### Work task
From the records below, find each line with the string "that" and copy it.

### The records
──────────

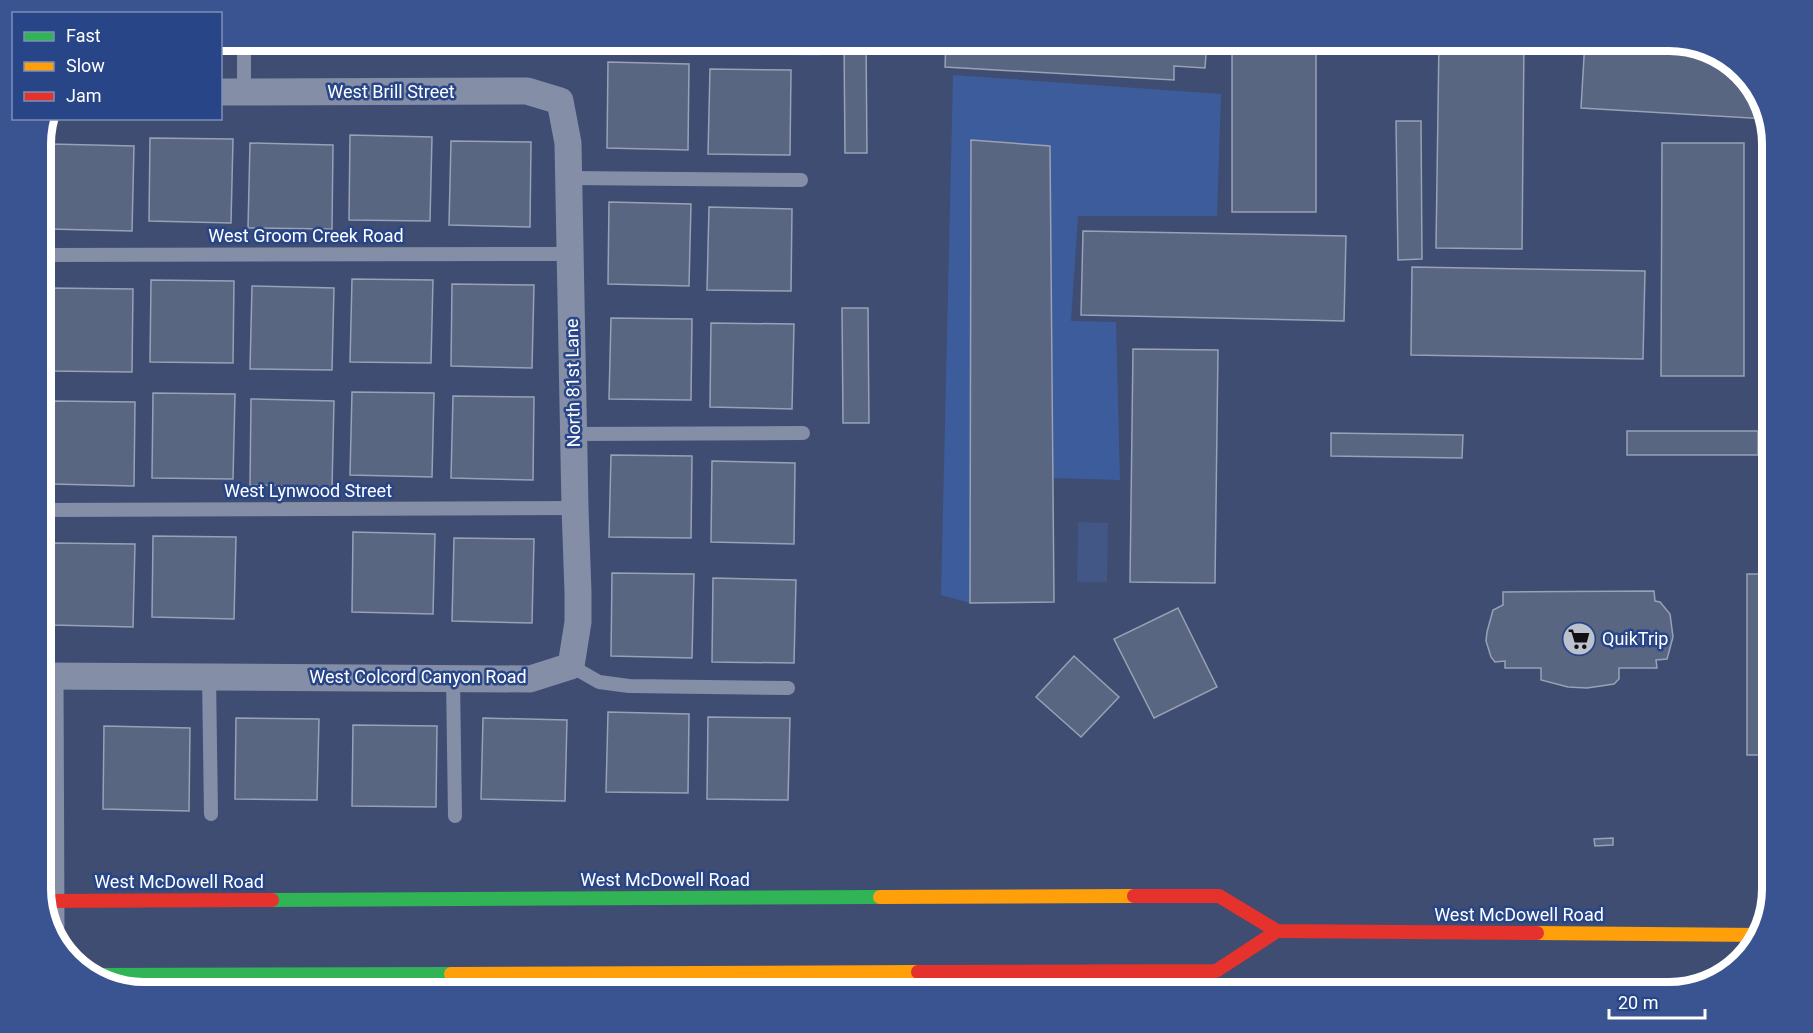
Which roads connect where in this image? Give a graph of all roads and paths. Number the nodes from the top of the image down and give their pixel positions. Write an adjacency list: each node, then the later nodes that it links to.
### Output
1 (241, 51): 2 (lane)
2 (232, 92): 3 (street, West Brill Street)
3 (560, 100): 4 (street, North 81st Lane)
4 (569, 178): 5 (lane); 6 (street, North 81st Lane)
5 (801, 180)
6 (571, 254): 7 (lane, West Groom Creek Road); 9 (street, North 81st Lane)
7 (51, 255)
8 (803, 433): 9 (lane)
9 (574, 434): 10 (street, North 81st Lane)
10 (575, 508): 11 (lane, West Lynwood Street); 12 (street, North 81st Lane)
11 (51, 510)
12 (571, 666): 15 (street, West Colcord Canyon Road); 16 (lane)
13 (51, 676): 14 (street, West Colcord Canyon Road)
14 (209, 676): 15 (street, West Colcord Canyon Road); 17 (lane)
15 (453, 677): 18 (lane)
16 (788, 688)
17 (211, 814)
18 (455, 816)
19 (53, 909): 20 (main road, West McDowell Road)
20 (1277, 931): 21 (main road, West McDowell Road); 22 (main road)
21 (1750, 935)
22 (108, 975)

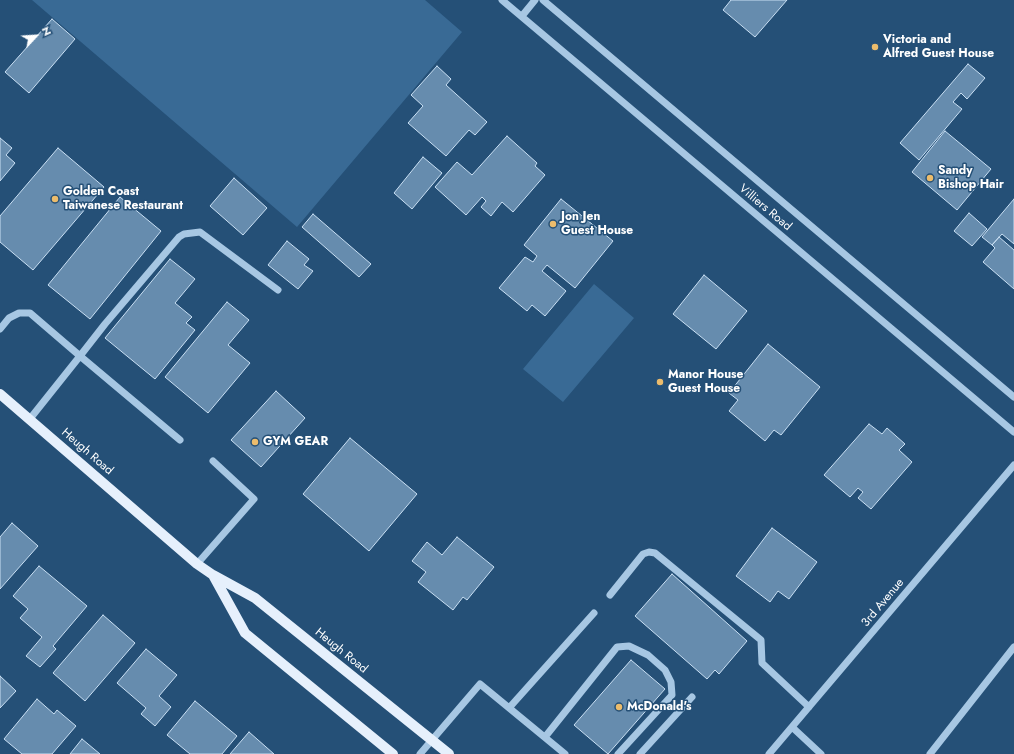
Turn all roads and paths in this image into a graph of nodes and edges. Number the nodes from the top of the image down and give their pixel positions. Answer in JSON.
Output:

──────────

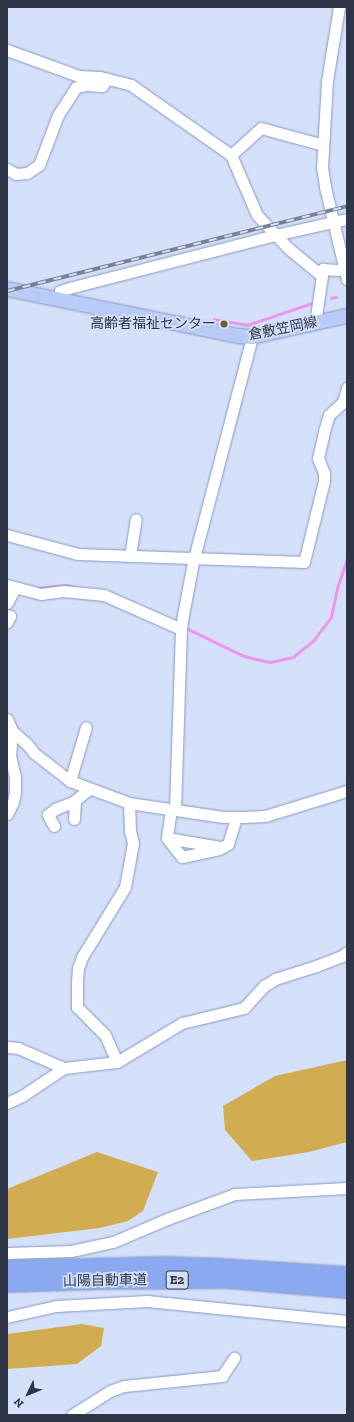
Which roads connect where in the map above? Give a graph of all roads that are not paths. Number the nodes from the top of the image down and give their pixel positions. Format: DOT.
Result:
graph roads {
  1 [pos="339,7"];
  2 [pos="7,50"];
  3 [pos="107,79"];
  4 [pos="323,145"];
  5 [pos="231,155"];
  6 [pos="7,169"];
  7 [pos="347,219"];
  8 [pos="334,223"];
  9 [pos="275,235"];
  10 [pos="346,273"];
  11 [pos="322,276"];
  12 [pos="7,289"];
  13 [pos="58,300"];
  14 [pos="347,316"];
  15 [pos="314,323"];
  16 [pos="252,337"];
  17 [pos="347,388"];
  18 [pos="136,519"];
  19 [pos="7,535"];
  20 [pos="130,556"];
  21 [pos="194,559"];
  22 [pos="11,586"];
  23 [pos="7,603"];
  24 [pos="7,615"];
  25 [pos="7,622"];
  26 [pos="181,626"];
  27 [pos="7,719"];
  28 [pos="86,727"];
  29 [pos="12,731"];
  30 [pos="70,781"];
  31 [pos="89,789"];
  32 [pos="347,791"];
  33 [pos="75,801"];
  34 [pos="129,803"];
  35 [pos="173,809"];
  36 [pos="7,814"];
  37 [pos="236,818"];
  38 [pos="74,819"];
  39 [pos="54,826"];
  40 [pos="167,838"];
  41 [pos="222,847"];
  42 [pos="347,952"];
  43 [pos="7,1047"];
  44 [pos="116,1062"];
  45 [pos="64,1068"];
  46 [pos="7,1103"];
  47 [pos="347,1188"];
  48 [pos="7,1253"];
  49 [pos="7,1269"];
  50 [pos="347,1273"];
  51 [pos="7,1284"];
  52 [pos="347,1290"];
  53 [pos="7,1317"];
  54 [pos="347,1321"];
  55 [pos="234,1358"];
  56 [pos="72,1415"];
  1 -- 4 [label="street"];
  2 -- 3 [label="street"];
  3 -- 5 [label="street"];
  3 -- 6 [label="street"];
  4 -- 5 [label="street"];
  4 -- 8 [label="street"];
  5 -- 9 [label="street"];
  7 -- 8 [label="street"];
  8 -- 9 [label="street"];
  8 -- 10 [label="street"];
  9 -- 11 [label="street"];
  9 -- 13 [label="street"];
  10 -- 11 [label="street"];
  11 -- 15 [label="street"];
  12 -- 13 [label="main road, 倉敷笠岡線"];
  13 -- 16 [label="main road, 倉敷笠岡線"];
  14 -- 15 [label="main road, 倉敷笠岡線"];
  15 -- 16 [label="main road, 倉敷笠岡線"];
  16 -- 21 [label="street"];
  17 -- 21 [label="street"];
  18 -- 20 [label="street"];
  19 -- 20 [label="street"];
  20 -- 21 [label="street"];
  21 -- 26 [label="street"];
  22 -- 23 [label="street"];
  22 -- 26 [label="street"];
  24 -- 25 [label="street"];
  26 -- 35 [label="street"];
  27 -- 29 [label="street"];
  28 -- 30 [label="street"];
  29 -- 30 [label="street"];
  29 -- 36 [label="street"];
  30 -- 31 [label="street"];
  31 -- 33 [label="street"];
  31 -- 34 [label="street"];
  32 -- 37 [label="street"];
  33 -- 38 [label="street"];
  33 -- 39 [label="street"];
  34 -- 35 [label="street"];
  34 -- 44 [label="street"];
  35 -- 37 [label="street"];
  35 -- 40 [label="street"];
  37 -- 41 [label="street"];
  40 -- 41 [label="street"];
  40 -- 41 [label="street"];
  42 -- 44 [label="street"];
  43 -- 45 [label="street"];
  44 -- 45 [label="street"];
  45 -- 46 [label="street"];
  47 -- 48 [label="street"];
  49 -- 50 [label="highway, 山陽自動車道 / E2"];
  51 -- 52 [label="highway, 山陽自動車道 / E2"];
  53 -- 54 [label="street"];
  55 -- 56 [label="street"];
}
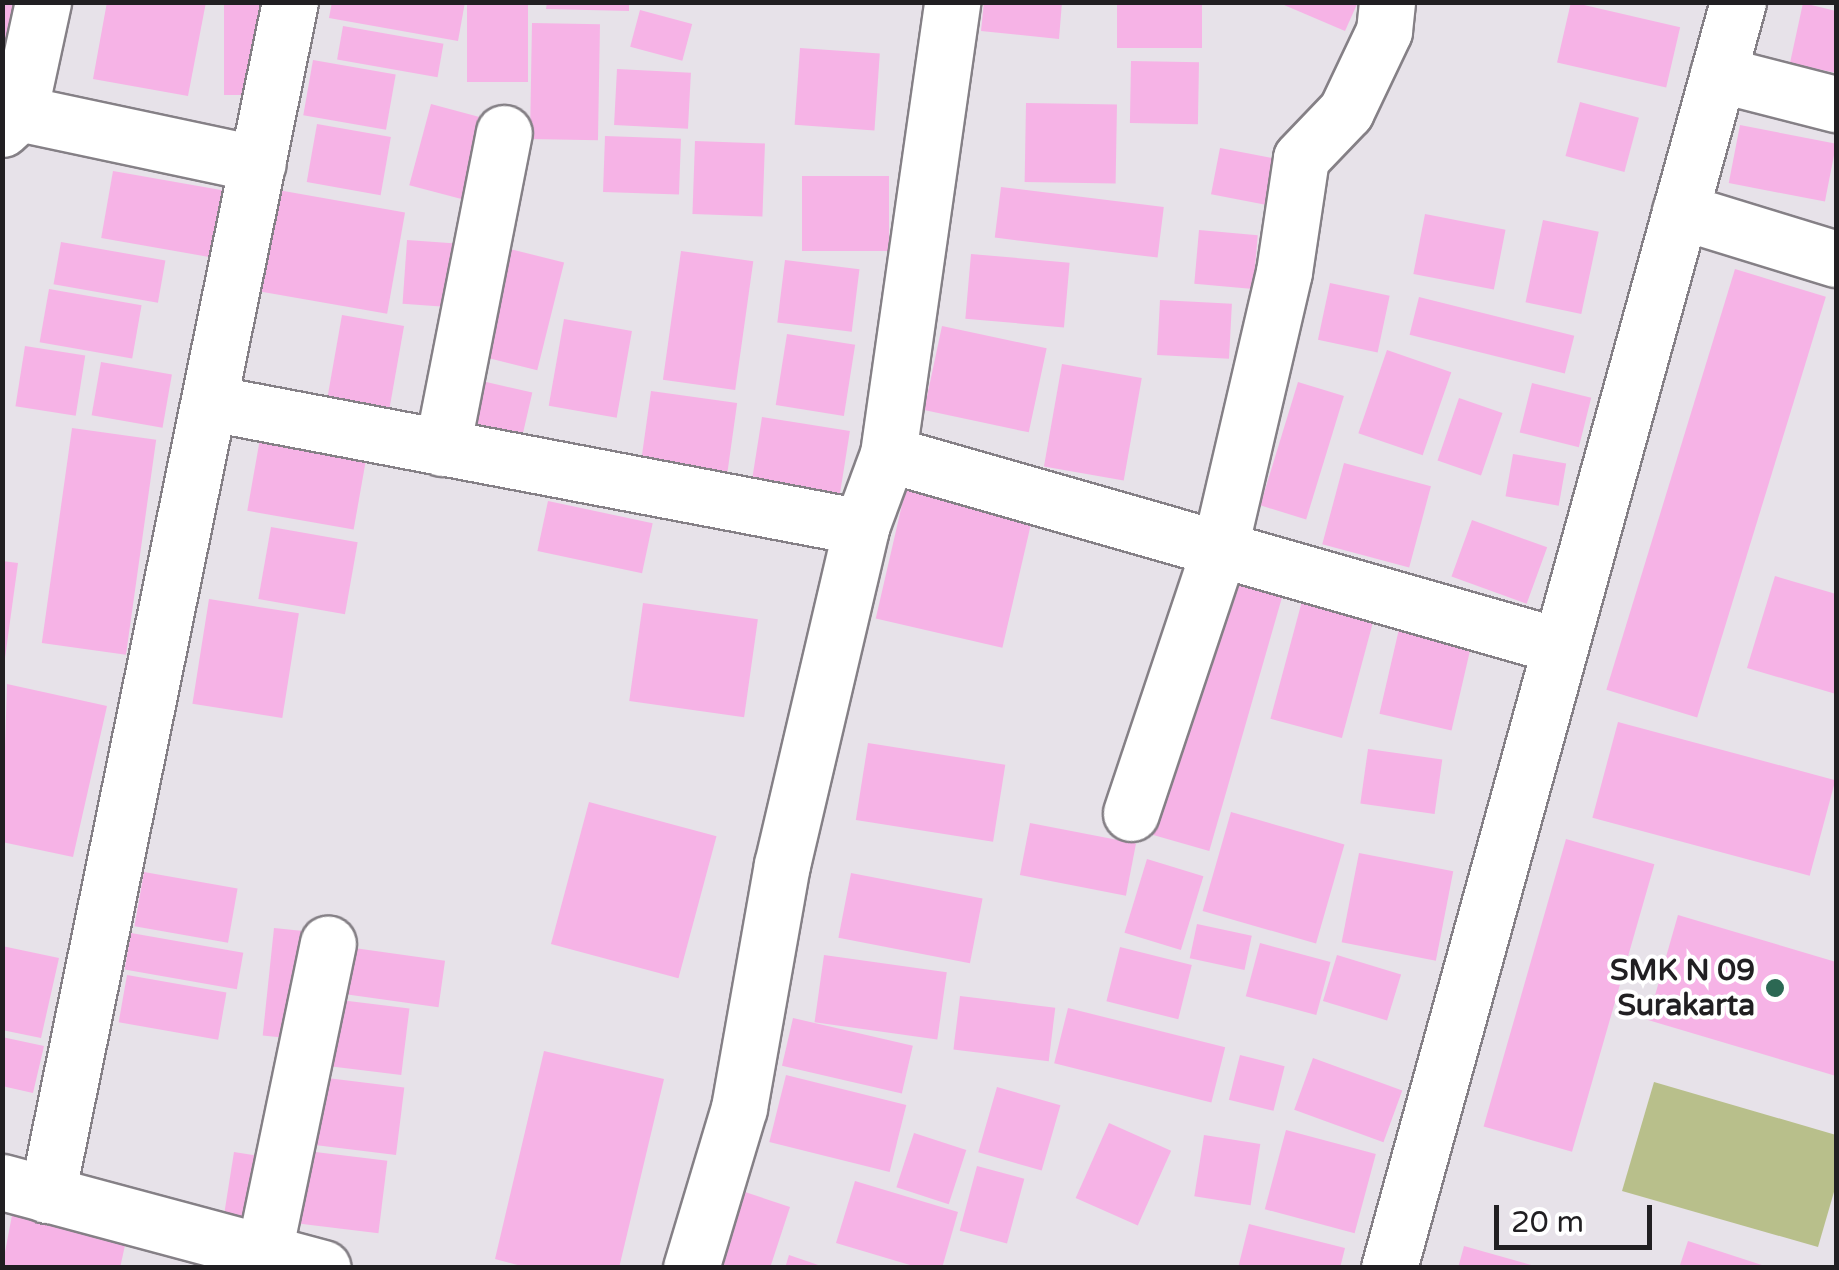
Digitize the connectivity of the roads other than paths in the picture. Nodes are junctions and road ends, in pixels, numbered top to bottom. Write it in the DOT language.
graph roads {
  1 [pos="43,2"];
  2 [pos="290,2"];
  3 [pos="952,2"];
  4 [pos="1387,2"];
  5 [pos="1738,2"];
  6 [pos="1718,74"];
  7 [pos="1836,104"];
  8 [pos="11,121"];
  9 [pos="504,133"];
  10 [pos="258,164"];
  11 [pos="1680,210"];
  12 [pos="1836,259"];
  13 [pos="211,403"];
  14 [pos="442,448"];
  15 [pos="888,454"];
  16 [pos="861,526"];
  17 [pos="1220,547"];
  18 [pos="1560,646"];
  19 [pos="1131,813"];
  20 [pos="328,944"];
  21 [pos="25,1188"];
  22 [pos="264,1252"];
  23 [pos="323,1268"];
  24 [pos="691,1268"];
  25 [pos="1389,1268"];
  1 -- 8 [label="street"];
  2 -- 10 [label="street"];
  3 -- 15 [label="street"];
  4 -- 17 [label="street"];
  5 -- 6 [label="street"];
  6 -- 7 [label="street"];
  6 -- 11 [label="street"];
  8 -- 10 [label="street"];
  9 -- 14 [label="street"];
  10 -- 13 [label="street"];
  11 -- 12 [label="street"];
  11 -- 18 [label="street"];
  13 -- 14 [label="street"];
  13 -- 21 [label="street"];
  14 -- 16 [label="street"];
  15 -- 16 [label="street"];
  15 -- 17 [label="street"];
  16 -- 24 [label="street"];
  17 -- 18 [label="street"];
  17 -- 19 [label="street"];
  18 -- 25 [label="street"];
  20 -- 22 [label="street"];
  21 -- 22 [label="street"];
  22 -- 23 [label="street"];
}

──────────

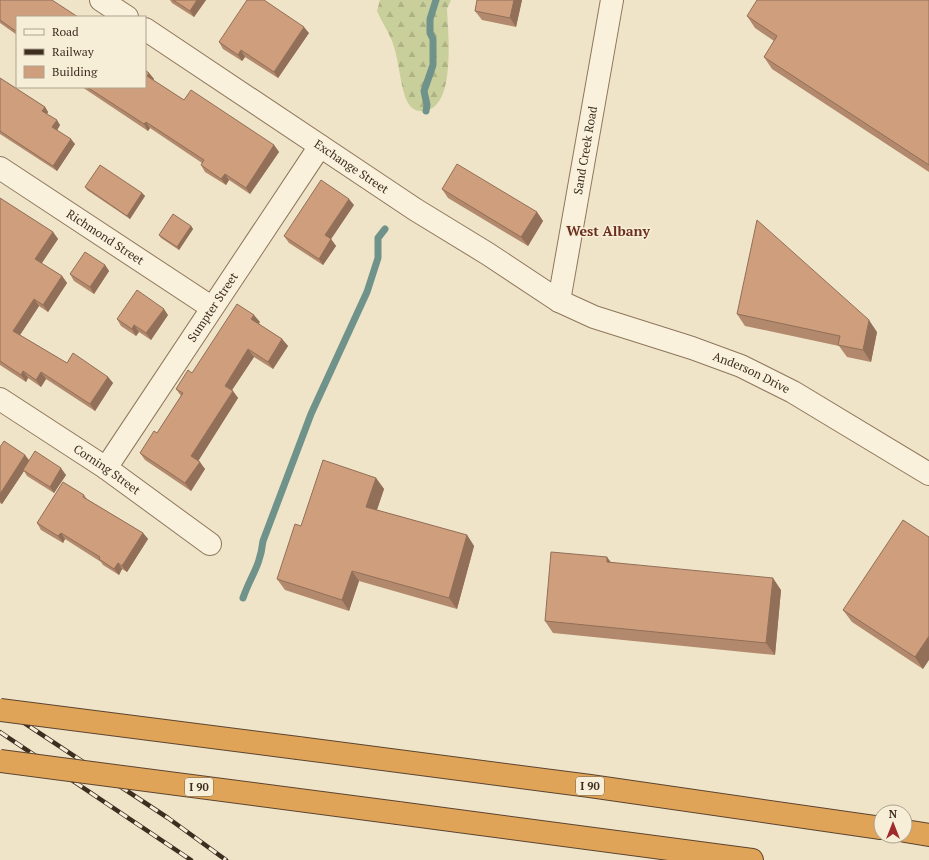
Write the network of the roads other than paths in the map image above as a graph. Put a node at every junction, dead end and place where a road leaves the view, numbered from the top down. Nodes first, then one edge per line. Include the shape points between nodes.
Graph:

──────────

### Answer box
Which roads connect where in this image? Give a graph of all roads and paths. Number the nodes from the top of the image down and give their pixel positions. Write an adjacency list: each node, then the later nodes that it links to.
Which roads connect where in the map above? Give a graph of all roads that are not paths. Number the nodes from the top of the image down and give their pixel positions. Format: DOT.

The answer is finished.